• _WHAT THIS TASK INVOLVES_: The output should match the data below line for line.
━━━
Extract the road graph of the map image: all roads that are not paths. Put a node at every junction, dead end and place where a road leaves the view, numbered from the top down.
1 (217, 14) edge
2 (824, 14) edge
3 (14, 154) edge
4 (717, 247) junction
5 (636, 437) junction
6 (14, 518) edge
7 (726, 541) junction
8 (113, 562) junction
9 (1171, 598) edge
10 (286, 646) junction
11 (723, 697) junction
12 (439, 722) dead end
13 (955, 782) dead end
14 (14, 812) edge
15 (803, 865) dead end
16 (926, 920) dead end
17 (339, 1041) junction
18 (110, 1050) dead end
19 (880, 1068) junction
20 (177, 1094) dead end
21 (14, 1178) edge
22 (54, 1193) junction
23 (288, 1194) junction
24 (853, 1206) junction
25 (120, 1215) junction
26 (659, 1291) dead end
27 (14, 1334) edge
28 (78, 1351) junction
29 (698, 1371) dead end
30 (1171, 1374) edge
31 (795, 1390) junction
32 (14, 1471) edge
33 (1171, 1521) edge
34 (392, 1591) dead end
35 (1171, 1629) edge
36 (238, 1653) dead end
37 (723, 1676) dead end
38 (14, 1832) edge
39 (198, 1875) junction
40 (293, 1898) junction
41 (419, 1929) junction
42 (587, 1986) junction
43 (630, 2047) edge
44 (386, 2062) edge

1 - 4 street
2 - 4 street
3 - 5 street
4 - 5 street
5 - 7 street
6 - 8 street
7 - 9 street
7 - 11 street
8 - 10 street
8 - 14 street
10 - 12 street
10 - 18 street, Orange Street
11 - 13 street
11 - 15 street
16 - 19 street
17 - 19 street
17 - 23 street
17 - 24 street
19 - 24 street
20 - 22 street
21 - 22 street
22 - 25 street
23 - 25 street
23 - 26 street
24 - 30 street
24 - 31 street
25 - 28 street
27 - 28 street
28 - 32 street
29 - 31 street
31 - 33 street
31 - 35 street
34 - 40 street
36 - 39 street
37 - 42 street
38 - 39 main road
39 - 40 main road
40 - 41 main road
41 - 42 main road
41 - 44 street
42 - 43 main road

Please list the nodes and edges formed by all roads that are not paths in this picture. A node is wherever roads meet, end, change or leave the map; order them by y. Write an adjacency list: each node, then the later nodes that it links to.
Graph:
━━━
• _EXERCISE ANSWER_:
Extract the road graph of the map image: all roads that are not paths. Put a node at every junction, dead end and place where a road leaves the view, numbered from the top down.
1 (217, 14) edge
2 (824, 14) edge
3 (14, 154) edge
4 (717, 247) junction
5 (636, 437) junction
6 (14, 518) edge
7 (726, 541) junction
8 (113, 562) junction
9 (1171, 598) edge
10 (286, 646) junction
11 (723, 697) junction
12 (439, 722) dead end
13 (955, 782) dead end
14 (14, 812) edge
15 (803, 865) dead end
16 (926, 920) dead end
17 (339, 1041) junction
18 (110, 1050) dead end
19 (880, 1068) junction
20 (177, 1094) dead end
21 (14, 1178) edge
22 (54, 1193) junction
23 (288, 1194) junction
24 (853, 1206) junction
25 (120, 1215) junction
26 (659, 1291) dead end
27 (14, 1334) edge
28 (78, 1351) junction
29 (698, 1371) dead end
30 (1171, 1374) edge
31 (795, 1390) junction
32 (14, 1471) edge
33 (1171, 1521) edge
34 (392, 1591) dead end
35 (1171, 1629) edge
36 (238, 1653) dead end
37 (723, 1676) dead end
38 (14, 1832) edge
39 (198, 1875) junction
40 (293, 1898) junction
41 (419, 1929) junction
42 (587, 1986) junction
43 (630, 2047) edge
44 (386, 2062) edge

1 - 4 street
2 - 4 street
3 - 5 street
4 - 5 street
5 - 7 street
6 - 8 street
7 - 9 street
7 - 11 street
8 - 10 street
8 - 14 street
10 - 12 street
10 - 18 street, Orange Street
11 - 13 street
11 - 15 street
16 - 19 street
17 - 19 street
17 - 23 street
17 - 24 street
19 - 24 street
20 - 22 street
21 - 22 street
22 - 25 street
23 - 25 street
23 - 26 street
24 - 30 street
24 - 31 street
25 - 28 street
27 - 28 street
28 - 32 street
29 - 31 street
31 - 33 street
31 - 35 street
34 - 40 street
36 - 39 street
37 - 42 street
38 - 39 main road
39 - 40 main road
40 - 41 main road
41 - 42 main road
41 - 44 street
42 - 43 main road

Please list the nodes and edges formed by all roads that are not paths in this picture. A node is wherever roads meet, end, change or leave the map; order them by y. Write an adjacency list: each node, then the later nodes that it links to.
Graph:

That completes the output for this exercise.